6. Parvati Shallow, Survivor Cook Islands -- Just a hot little number who got by mostly on shameless flirtation. I think if I was on the show, I would probably give her my immunity and thank her for the privilege.
5. Hunter Ellis, Survivor Marquesas -- The clear dominant male in the fourth installment of Survivor. He always had a great attitude, and I expected him to kick everyone's ass, but all the weak players got together and voted him off in the third episode. I remember this as the first time that shitty players figured out how to get rid of good players (resulting in generally unlikeable winners), a trend that continued for some time after that. A couple weeks ago, I saw Hunter Ellis as a fitness guru in a late night infomercial.
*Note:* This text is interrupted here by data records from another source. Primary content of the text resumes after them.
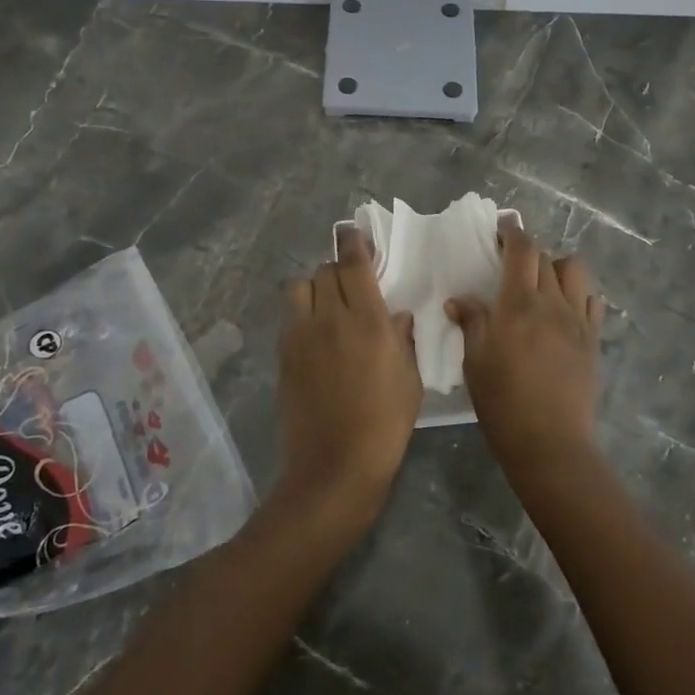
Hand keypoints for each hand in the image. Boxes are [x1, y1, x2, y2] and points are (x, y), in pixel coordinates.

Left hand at [275, 227, 424, 528]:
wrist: (335, 465)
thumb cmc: (385, 423)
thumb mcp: (410, 379)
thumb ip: (403, 340)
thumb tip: (397, 316)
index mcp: (367, 320)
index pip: (354, 264)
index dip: (352, 241)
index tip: (351, 229)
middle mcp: (329, 318)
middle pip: (324, 271)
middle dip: (338, 268)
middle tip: (351, 281)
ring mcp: (301, 336)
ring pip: (300, 288)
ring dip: (314, 287)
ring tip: (328, 305)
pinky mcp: (284, 355)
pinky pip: (292, 319)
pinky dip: (304, 315)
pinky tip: (317, 337)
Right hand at [446, 223, 604, 485]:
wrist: (549, 441)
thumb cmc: (502, 401)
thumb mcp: (475, 361)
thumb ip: (471, 322)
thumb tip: (459, 300)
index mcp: (519, 304)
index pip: (522, 251)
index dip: (513, 231)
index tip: (503, 225)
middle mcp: (552, 303)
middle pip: (546, 257)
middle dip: (528, 250)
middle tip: (511, 260)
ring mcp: (578, 321)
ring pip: (575, 271)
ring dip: (557, 266)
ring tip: (542, 282)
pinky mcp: (593, 340)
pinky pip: (592, 301)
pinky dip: (578, 293)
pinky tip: (564, 308)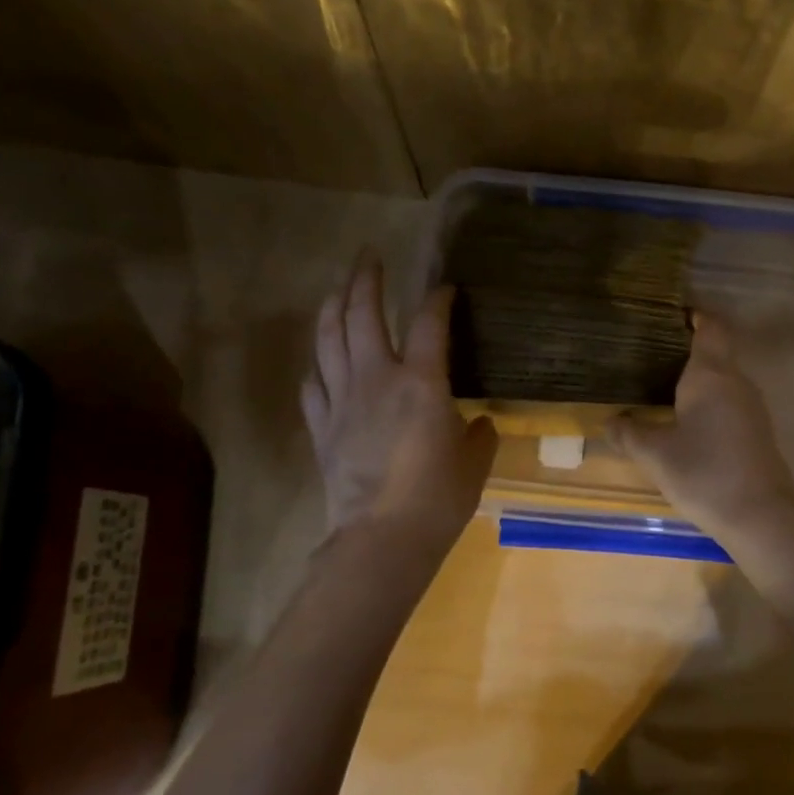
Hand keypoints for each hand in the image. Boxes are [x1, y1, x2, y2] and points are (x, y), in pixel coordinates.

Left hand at [301, 254, 497, 547]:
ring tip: (339, 288)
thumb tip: (480, 423)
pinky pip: (313, 383)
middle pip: (363, 314)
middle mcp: (376, 378)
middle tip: (369, 256)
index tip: (445, 289)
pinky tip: (322, 359)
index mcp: (421, 382)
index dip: (438, 299)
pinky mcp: (321, 426)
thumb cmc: (438, 499)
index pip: (428, 322)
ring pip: (328, 338)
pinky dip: (318, 364)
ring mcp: (342, 400)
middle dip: (365, 279)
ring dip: (333, 306)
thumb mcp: (474, 463)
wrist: (381, 538)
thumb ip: (479, 434)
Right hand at [614, 313, 793, 548]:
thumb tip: (610, 421)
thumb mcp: (654, 454)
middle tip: (649, 354)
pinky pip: (728, 403)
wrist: (760, 516)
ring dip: (696, 380)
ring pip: (722, 380)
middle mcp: (736, 382)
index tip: (672, 314)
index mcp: (710, 375)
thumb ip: (628, 433)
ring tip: (661, 387)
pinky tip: (686, 423)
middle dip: (686, 350)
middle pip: (715, 352)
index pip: (710, 328)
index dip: (695, 315)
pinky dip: (707, 403)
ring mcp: (751, 407)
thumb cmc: (704, 473)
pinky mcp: (756, 431)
4. Richard Hatch, Survivor Borneo/All-Stars -- The first ever winner of Survivor. Primarily known for constantly being naked, he was also a very smart player, like Rob Cesternino, and was eliminated from All-Stars for the same reason. He is currently doing time in a federal prison for tax evasion, so I guess he would have to appear live via satellite in a little coconut TV that the castaways have to carry everywhere they go.
3. Judd Sergeant, Survivor Guatemala -- Judd was a doorman who was always excellent to watch because of how unbelievably stupid he acted. At one point during the season, he received a clue that the hidden immunity idol was hidden in a tree, so he told everyone that it was somewhere on the ground, to throw them off. Fellow contestant Gary Hogeboom later spotted him off by himself, squinting up at the trees. During tribal council, Judd claimed he never lied to anyone during the game. Gary called him out on the tree thing, to which Judd responded, "Okay, I lied about the damn idol." I guess there was no real graceful way to handle that. Gary ended up finding the idol and playing it when he was about to get voted off. There have been many knuckleheads on Survivor, but never one as big as Judd. One of my all-time favorite Survivor moments is when Jeff Probst was introducing a challenge by saying it would be a test of the castaways' mental skills, and seeing Judd immediately close his eyes in silent defeat.
2. Courtney Yates, Survivor China -- The waiflike pixie with an acid tongue and a heart as black as coal. She was just such an unapologetic shrew that I feel like I must have her approval at any cost.
1. Colleen Haskell, Survivor Borneo -- She was one of the few people to turn down All-Stars when they asked her back. But a fella can dream.

Also considered: Alicia Calaway (Survivor Australia/All-Stars), Jerri Manthey (Survivor Australia/All-Stars), Colby Donaldson (Survivor Australia/All-Stars), Tom Buchanan (Survivor Africa/All-Stars), Christy Smith (Survivor Amazon), Heidi Strobel (Survivor Amazon), Jessa Morasca (Survivor Amazon/All-Stars), Danni Boatwright (Survivor Guatemala), Aras Baskauskas (Survivor Panama), Sekou Bunch (Survivor Cook Islands), Yul Kwon (Survivor Cook Islands), and Amanda Kimmel (Survivor China).